Committee recommends new Sauk County attorney (copy)

Sauk County Corporation Counsel Danial Olson shared concerns of questionable conduct by county board supervisors, department heads and staff to the Executive and Legislative committee on Dec. 10. 

Sauk County Corporation Counsel Daniel Olson presented a report about questionable conduct by department heads, employees and county board supervisors at the Executive and Legislative Committee meeting Tuesday.

Olson’s report included concerns about conduct that is inconsistent with the county’s ethics code and possibly larger legalities.

“As of this morning, I have identified what I will generally describe as detrimental conduct that is inconsistent with the county ethics code and possibly more significant law by five current department heads, four county board supervisors, and two county staff,” said Olson. “The number of department heads and supervisors identified makes this a systemic, and consequently, a serious concern and reason for this report.”

The behaviors Olson cited included noncompliance with confidentiality rules and handling confidential information, such as a county supervisor having unauthorized requests, access and sharing of confidential legal documents. Olson also listed unauthorized distribution and receipt of confidential legal documents by a department head and unauthorized investigation of a department head by a county board supervisor.

Olson also expressed that there was a lack of respect for legal requirements the county and its board must follow, such as continuing to be non-compliant with open meetings law, senior staff members misusing public comment periods and failure to report unethical behavior by board supervisors and department heads.

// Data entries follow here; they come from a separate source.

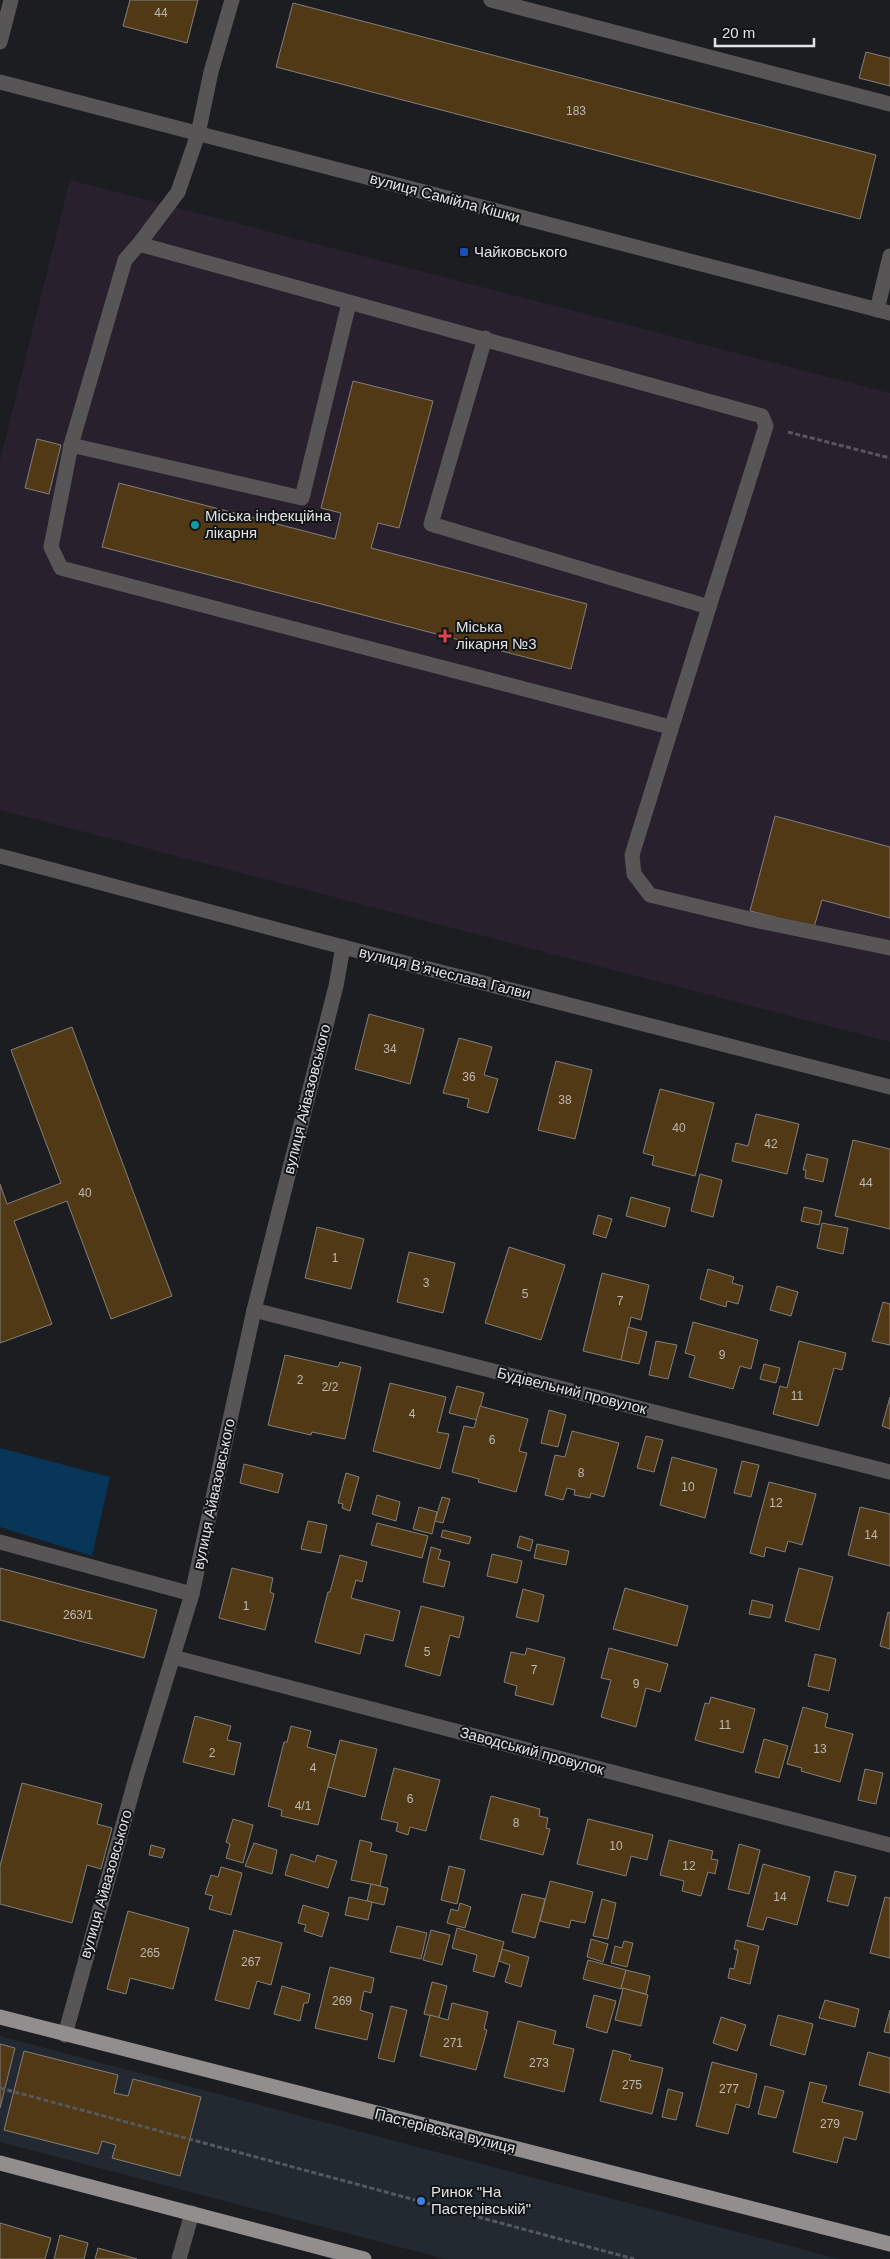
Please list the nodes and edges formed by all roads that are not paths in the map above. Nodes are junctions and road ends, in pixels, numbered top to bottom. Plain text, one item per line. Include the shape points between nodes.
1 (11, 0) edge
2 (232, 0) edge
3 (491, 0) edge
4 (0, 42) edge
5 (0, 82) edge
6 (890, 104) edge
7 (198, 134) junction
8 (139, 244) junction
9 (890, 256) edge
10 (349, 304) junction
11 (884, 312) edge
12 (485, 338) junction
13 (72, 446) junction
14 (709, 607) junction
15 (670, 727) junction
16 (0, 856) edge
17 (343, 947) junction
18 (890, 948) edge
19 (890, 1087) edge
20 (254, 1310) junction
21 (890, 1472) edge
22 (0, 1542) edge
23 (192, 1594) junction
24 (173, 1657) junction
25 (890, 1845) edge
26 (0, 2018) edge
27 (65, 2034) junction
28 (0, 2163) edge
29 (192, 2213) junction
30 (890, 2244) edge
31 (179, 2259) edge
32 (364, 2259) edge

1 - 4 street
2 - 7 street via 211,72
3 - 6 street
5 - 7 street, вулиця Самійла Кішки
7 - 8 street via 178,192
7 - 11 street, вулиця Самійла Кішки
8 - 10 street
8 - 13 street via 124,260
9 - 11 street
10 - 12 street
10 - 13 street via 302,498
12 - 14 street via 431,524
12 - 14 street via 762,416 766,426
13 - 15 street via 51,547 61,568
14 - 15 street
15 - 18 street via 632,855 634,874 650,895
16 - 17 street, вулиця Вʼячеслава Галви
17 - 19 street, вулиця Вʼячеслава Галви
17 - 20 street, вулиця Айвазовського
20 - 21 street, Будівельний провулок
20 - 23 street, вулиця Айвазовського
22 - 23 street
23 - 24 street, вулиця Айвазовського
24 - 25 street, Заводський провулок
24 - 27 street, вулиця Айвазовського
26 - 27 main road, Пастерівська вулиця
27 - 30 main road, Пастерівська вулиця
28 - 29 main road
29 - 31 street
29 - 32 main road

In addition, Olson expressed that these and other actions like approving activities contrary to corporation counsel advice and the attempted intimidation of corporation counsel by a county board supervisor have interfered with the ability to provide proper legal services to the county.

While the report did not specifically mention it, Sauk County approved the settlement of an open records lawsuit in April that was filed by the Baraboo News Republic. A number of county supervisors opposed the settlement even though Olson had recommended approval.

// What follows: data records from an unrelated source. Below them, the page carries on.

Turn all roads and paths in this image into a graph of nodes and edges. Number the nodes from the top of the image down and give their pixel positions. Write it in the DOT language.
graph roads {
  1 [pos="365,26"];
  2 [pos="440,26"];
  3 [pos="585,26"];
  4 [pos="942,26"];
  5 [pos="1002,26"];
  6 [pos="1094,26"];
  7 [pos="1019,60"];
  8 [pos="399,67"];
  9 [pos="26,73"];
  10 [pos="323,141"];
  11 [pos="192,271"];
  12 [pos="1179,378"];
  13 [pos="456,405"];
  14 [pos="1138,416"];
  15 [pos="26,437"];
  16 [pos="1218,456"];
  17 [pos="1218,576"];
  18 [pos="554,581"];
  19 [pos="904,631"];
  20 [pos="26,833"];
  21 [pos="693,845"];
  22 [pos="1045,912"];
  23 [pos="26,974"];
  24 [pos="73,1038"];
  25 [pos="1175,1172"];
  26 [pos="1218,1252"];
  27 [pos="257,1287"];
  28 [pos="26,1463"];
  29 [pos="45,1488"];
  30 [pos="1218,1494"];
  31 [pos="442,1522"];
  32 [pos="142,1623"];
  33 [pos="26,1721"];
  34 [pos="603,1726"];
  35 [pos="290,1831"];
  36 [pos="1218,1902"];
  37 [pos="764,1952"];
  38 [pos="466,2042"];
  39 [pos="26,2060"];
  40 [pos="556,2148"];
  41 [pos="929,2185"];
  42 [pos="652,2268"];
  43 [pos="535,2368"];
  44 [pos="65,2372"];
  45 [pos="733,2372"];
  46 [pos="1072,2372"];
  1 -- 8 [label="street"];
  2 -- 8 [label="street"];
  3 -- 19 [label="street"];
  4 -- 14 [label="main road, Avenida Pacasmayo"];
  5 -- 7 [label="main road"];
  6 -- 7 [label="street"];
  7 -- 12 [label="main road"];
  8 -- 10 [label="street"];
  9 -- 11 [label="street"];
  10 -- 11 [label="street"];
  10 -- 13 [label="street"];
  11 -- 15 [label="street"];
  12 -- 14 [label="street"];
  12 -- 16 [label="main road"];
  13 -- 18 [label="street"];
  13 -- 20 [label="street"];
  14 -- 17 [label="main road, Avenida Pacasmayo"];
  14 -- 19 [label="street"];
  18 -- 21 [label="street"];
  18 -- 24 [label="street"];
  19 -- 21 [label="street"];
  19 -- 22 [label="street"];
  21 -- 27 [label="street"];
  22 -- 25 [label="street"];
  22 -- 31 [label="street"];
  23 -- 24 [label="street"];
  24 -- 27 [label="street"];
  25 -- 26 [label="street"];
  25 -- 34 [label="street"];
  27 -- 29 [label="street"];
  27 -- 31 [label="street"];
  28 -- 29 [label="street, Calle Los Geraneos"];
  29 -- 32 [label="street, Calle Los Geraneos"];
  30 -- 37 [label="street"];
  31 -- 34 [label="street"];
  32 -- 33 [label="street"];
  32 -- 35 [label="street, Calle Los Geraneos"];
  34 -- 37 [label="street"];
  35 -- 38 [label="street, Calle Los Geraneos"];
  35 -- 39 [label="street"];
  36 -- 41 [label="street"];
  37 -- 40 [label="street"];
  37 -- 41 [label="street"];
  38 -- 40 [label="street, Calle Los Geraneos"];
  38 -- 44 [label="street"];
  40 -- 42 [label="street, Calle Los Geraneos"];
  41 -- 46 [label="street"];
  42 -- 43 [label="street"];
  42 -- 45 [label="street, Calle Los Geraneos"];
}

Olson said during his report to the committee that he had attempted to share these concerns with the county board three months ago.

“Several months ago, I provided written comments to this committee in response to my one-year performance evaluation. I commented on the same matter and concerns that I am reporting on today,” said Olson. “Unfortunately, I need to report that such activity is still present at a sufficient level to warrant this report.”

Supervisor Tom Kriegl of Baraboo said Olson’s report was not surprising to him and he would like to continue investigating the issues.

“I’ve worked on the board for a long time. I’m not totally shocked by this report,” said Kriegl. “In my time on the board I have seen practices that have concerned me, and I would hope that we encourage further exploration of the matter.”

Following the report, committee members discussed how to further investigate the issues and how any investigation should be handled. Supervisor Wally Czuprynko of Lake Delton expressed a need to seek outside counsel to handle the issues, as many of the issues included the corporation counsel’s office.

“Seems to me a lot of these problems involve you, and if we’re going to be examining them, we probably need to have someone from the outside come in and do this,” said Czuprynko. “You’ve got stuff in here that is major league, and some of it involves you. The first thing I think of is that we need to obtain outside counsel.”

The committee agreed and approved a motion to hold a closed session meeting on the matter in January, saying that more information such as specific incidents, actions and names of those responsible are needed before the committee can make any further decisions.

This information could not be given during an open session meeting, because it could violate the confidentiality of those involved, said Olson.